In my only reasonably successful track event, I ran in stocking feet because the Converse "tennies" we wore at the time were worthless in a sprint. Once the weather warms up and I get the lawn freshly cut, shoes will get traded for bare feet. It only seems right, living in the country. Once I've traded life on the farm for a sojourn back in the city (residency training), that will seem slightly odd. Bare feet are for country boys, penny loafers for city mice. I know that's not strictly true, but it fits the stereotype.

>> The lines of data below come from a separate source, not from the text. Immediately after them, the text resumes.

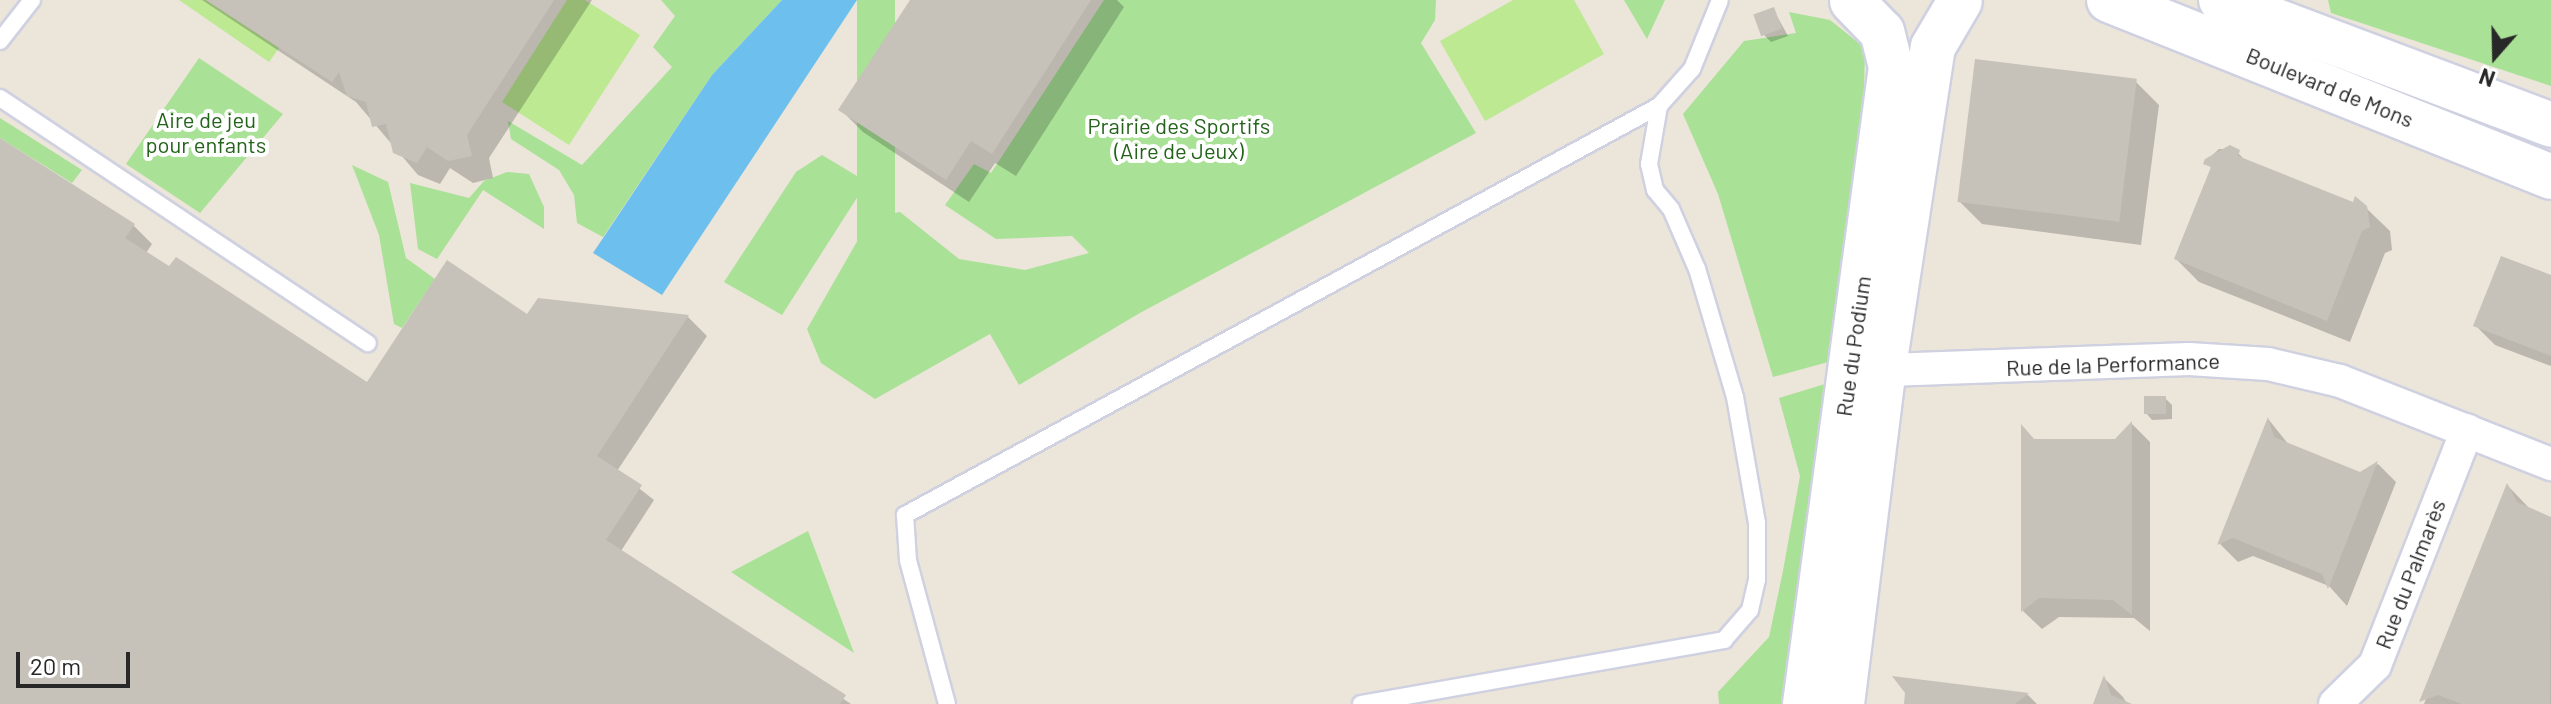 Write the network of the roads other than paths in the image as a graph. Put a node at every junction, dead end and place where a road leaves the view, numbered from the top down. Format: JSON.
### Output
{"nodes":[{"id":1,"x":32,"y":0,"type":"edge"},
{"id":2,"x":1851,"y":0,"type":"edge"},
{"id":3,"x":1961,"y":0,"type":"edge"},
{"id":4,"x":2109,"y":0,"type":"edge"},
{"id":5,"x":2221,"y":0,"type":"edge"},
{"id":6,"x":1717,"y":3,"type":"edge"},
{"id":7,"x":0,"y":41,"type":"edge"},
{"id":8,"x":0,"y":98,"type":"edge"},
{"id":9,"x":1659,"y":106,"type":"junction"},
{"id":10,"x":2551,"y":125,"type":"edge"},
{"id":11,"x":2551,"y":177,"type":"edge"},
{"id":12,"x":368,"y":343,"type":"dead end"},
{"id":13,"x":1867,"y":371,"type":"junction"},
{"id":14,"x":2467,"y":430,"type":"junction"},
{"id":15,"x":2551,"y":464,"type":"edge"},
{"id":16,"x":947,"y":704,"type":"edge"},
{"id":17,"x":1361,"y":704,"type":"edge"},
{"id":18,"x":1805,"y":704,"type":"edge"},
{"id":19,"x":1842,"y":704,"type":"edge"},
{"id":20,"x":2335,"y":704,"type":"edge"}],
"edges":[{"from":1,"to":7,"type":"lane"},
{"from":2,"to":3,"type":"street"},
{"from":2,"to":13,"type":"street","name":"Rue du Podium"},
{"from":3,"to":13,"type":"street","name":"Rue du Podium"},
{"from":4,"to":11,"type":"street","name":"Boulevard de Mons"},
{"from":5,"to":10,"type":"street","name":"Boulevard de Mons"},
{"from":6,"to":9,"type":"lane"},
{"from":8,"to":12,"type":"lane"},
{"from":9,"to":16,"type":"lane"},
{"from":9,"to":17,"type":"lane"},
{"from":13,"to":14,"type":"street","name":"Rue de la Performance"},
{"from":13,"to":18,"type":"street","name":"Rue du Podium"},
{"from":13,"to":19,"type":"street","name":"Rue du Podium"},
{"from":14,"to":15,"type":"street","name":"Rue de la Performance"},
{"from":14,"to":20,"type":"street","name":"Rue du Palmarès"}]}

But back to shoes, I notice them. What people are wearing and when, and I wonder why they've selected the ones they did. The big, block-like, square high-heeled sort that's back in style, pumps, boots, and so many kinds of tennis/hiking shoes an accountant couldn't keep track of them. If clothes make the man, shoes reflect the person. Too out of style and we're nerdy; too "in," and we're overly fashion-conscious. Most of us are in the middle, trying to get around without our feet hurting.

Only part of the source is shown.